Caught by the River

Holiday Postcard 1: Frank by the River.

25th August 2009

Three days of head-scouring rain have made the Annan into a churning, boiling brown vat. It looks like something from Charlie and the Chocolate Factory. The football pitch and the trim trail are under a couple of feet of agitated praline. We’re all sitting at the window waiting for a break in the clouds and I’m reading Life on the Mississippi by Mark Twain. Obviously Huck Finn is the greatest river book ever written but this is running it a close second. If you haven’t read it, you should take a look. The young Twain, hypnotised by the glamour of the river apprentices himself to a pilot named Bixby who can steer and land his massive paddle steamer through the treacherous, shifting sandbanks, changing channels, snags, reefs and wrecks, in the dead of night.
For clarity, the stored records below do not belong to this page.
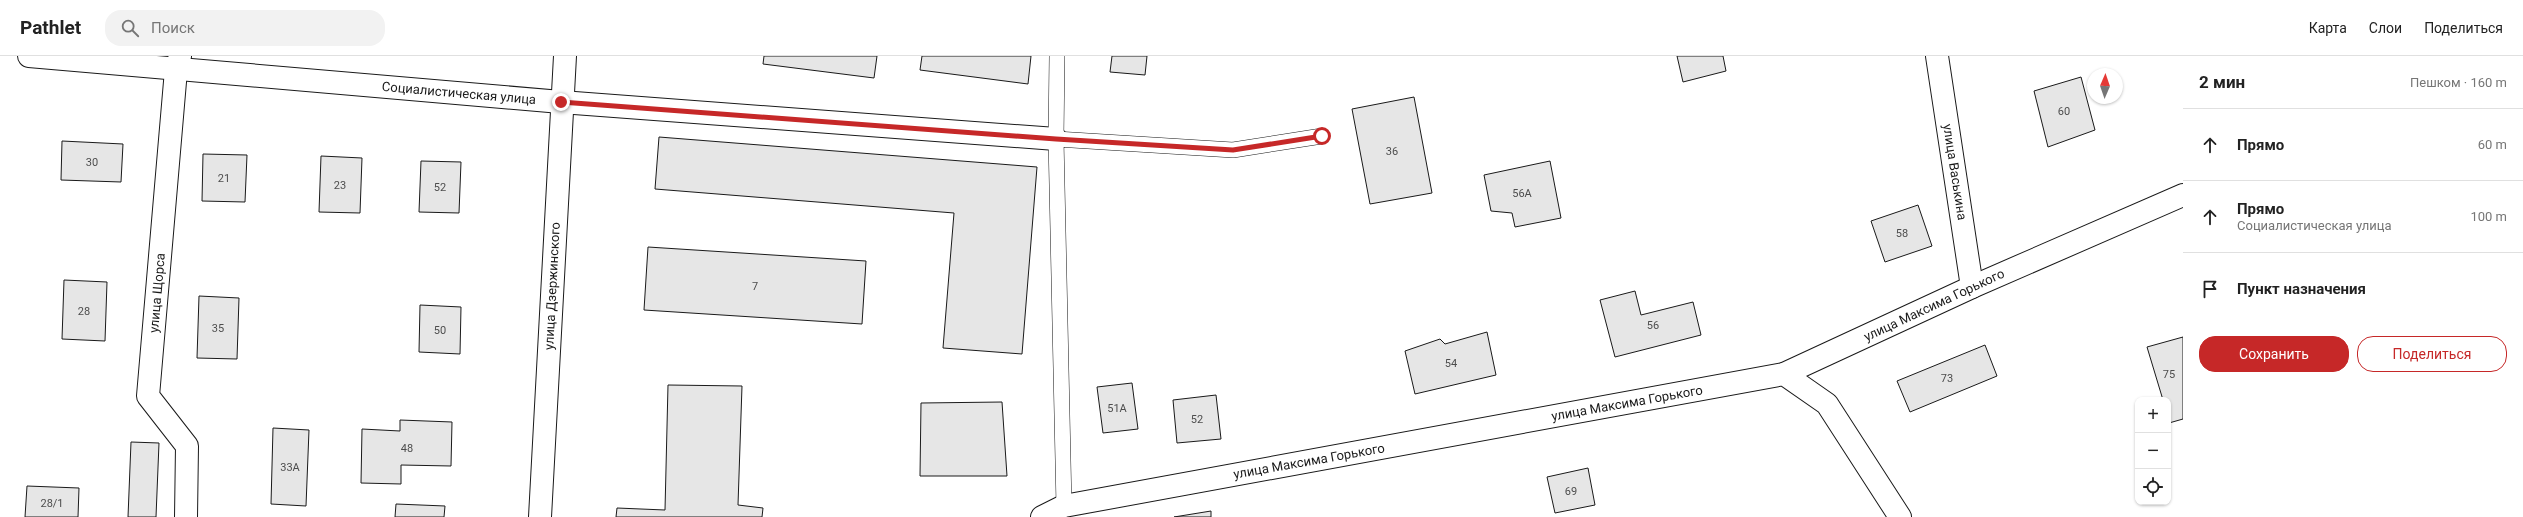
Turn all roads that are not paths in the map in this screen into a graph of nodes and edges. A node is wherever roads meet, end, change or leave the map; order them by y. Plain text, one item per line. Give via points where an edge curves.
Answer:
1 (29, 56) edge
2 (565, 56) edge
3 (1057, 56) edge
4 (1937, 56) edge
5 (178, 63) edge
6 (561, 102) junction
7 (1322, 136) dead end
8 (1056, 139) junction
9 (2183, 195) edge
10 (1972, 287) junction
11 (1784, 374) junction
12 (1064, 506) junction
13 (186, 517) edge
14 (540, 517) edge
15 (1042, 517) edge
16 (1900, 517) edge

1 - 5 street, Социалистическая улица
2 - 6 street, улица Дзержинского
3 - 8 lane
4 - 10 street, улица Васькина
5 - 6 street, Социалистическая улица
5 - 13 street, улица Щорса via 148,396 187,446
6 - 8 street, Социалистическая улица
6 - 14 street, улица Дзержинского
7 - 8 lane via 1233,150
8 - 12 lane
9 - 10 street, улица Максима Горького
10 - 11 street, улица Максима Горького
11 - 12 street, улица Максима Горького
11 - 16 street via 1827,404
12 - 15 street, улица Максима Горького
Bixby is an amazing character – a showman who turned steering the boat into a piece of thrilling theatre and who gave the young Sam Clemens his illustrious pen name (Mark Twain is a measurement of the water’s depth). Training consists largely of admiring Bixby and learning the river by heart. Groups of trainee pilots would stand in the prow just “reading the “water” in silence for days on end. And it was some water. The Mississippi is so muddy, says Twain, that after drinking it for a while “a man could grow corn in his stomach.”